• _YOUR ASSIGNMENT_
Show, from the entries below, every line in which "middle" appears.

Bounding boxes with keypoints
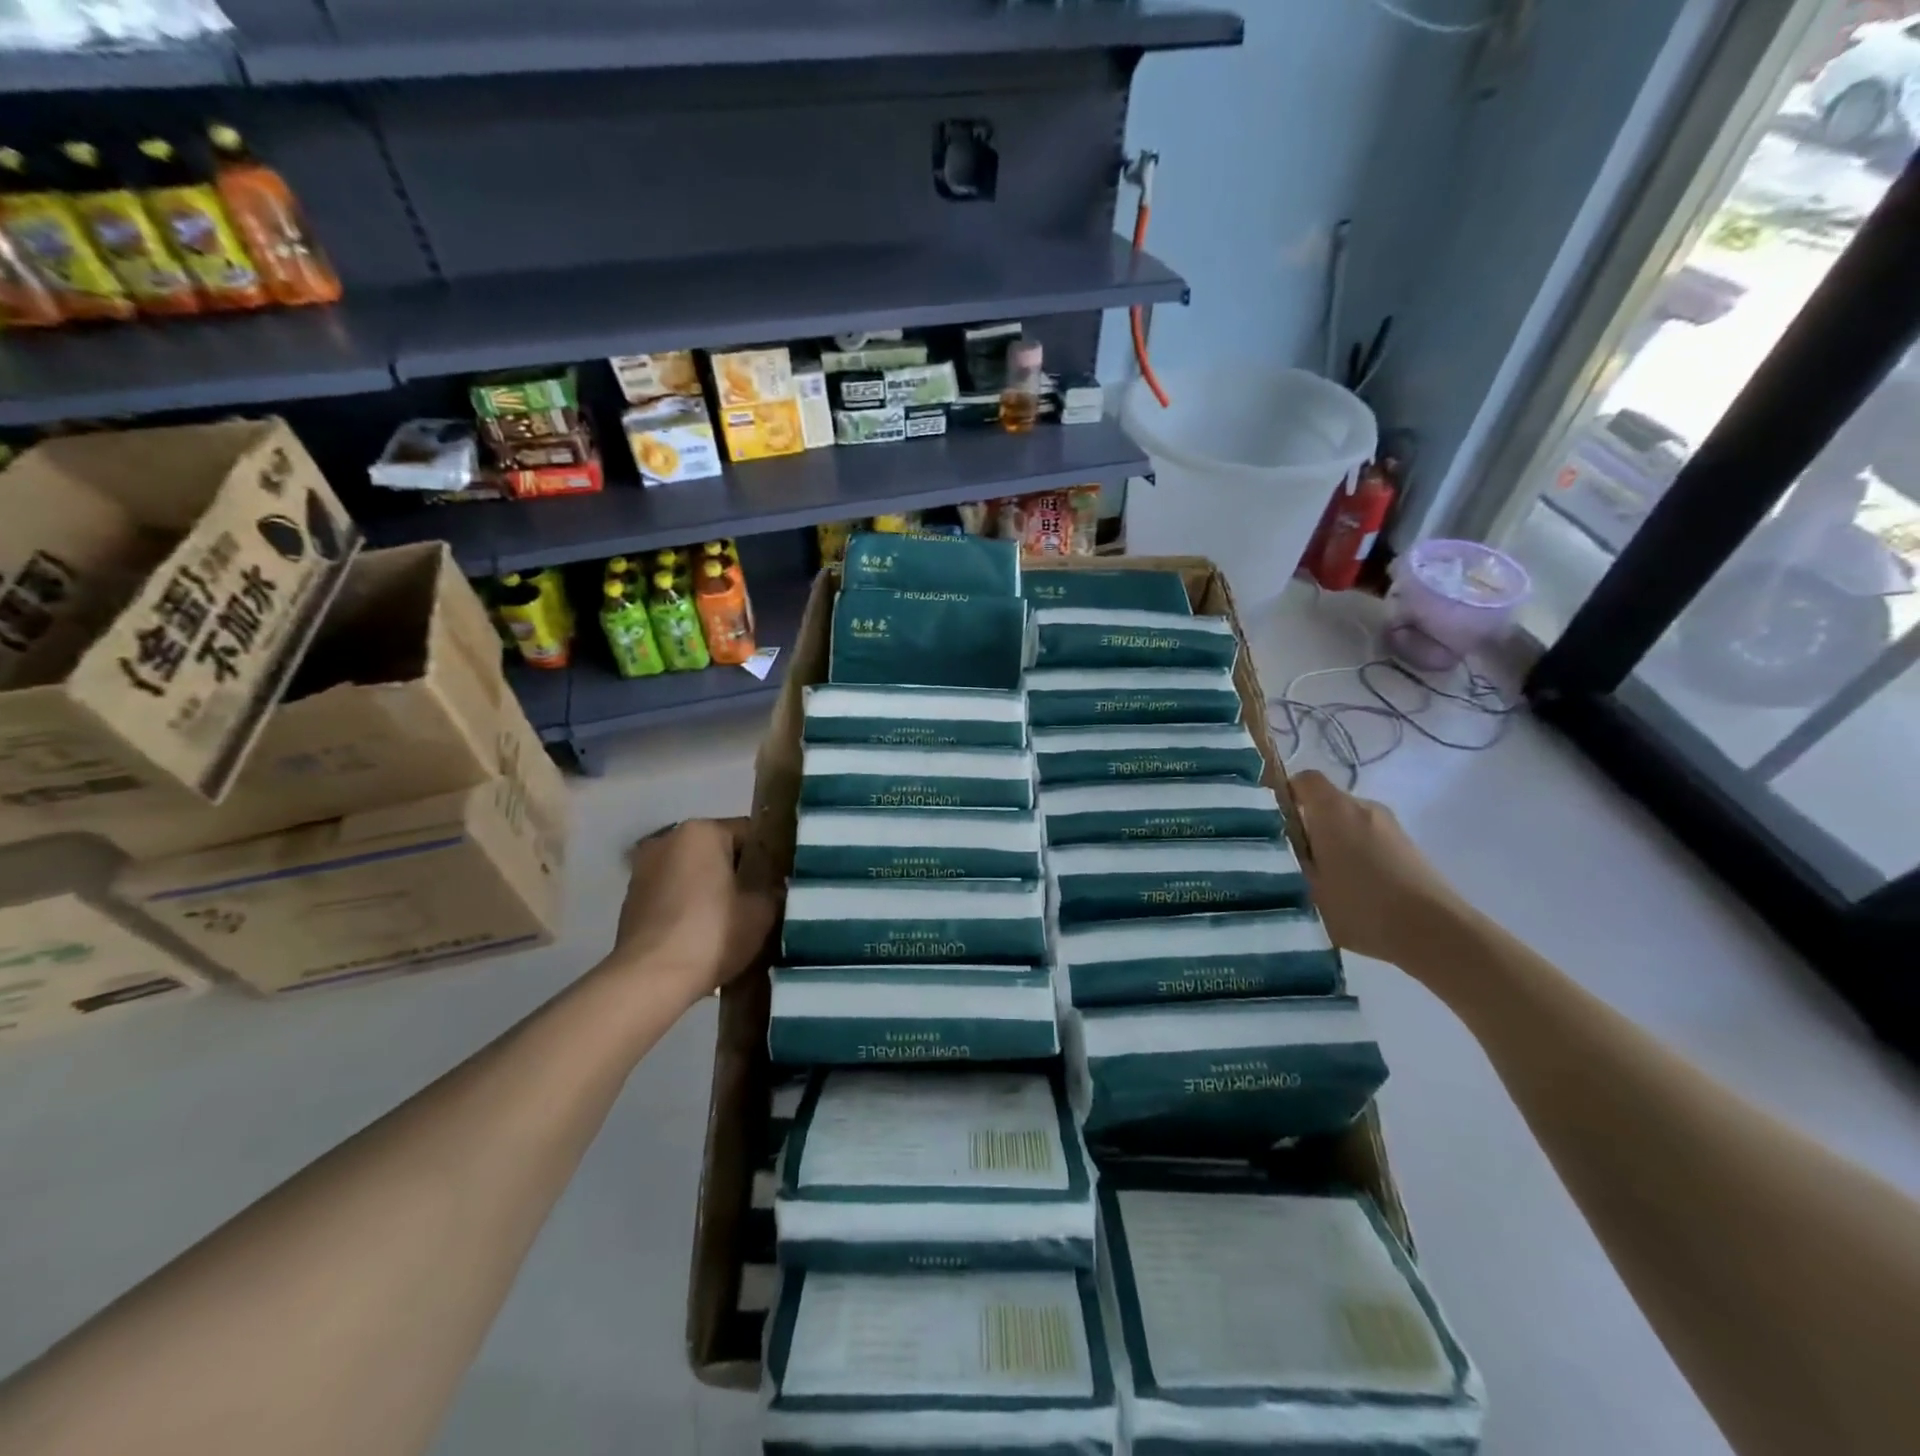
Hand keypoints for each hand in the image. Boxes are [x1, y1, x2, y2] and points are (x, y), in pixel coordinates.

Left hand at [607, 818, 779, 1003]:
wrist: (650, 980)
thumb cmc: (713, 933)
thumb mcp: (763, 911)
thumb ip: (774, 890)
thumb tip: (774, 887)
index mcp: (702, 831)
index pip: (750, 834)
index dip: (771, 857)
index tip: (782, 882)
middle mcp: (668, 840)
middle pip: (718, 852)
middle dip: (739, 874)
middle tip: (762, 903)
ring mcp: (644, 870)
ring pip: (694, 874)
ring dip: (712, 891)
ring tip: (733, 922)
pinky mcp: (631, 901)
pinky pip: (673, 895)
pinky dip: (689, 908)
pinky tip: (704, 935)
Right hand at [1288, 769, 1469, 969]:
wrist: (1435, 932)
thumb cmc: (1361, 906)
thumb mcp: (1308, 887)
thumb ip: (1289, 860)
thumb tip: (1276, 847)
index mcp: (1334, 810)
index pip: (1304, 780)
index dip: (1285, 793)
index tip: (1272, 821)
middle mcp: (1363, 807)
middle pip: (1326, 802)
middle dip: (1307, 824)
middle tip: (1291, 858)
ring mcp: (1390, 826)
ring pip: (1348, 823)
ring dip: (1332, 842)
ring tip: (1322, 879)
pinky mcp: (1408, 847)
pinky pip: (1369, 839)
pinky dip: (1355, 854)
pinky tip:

• _OUTPUT OF THE TASK_
middle mcp: (668, 840)
middle pip: (718, 852)
middle dip: (739, 874)
middle tip: (762, 903)
middle mcp: (1363, 807)
middle pip: (1326, 802)
middle dip: (1307, 824)
middle tip: (1291, 858)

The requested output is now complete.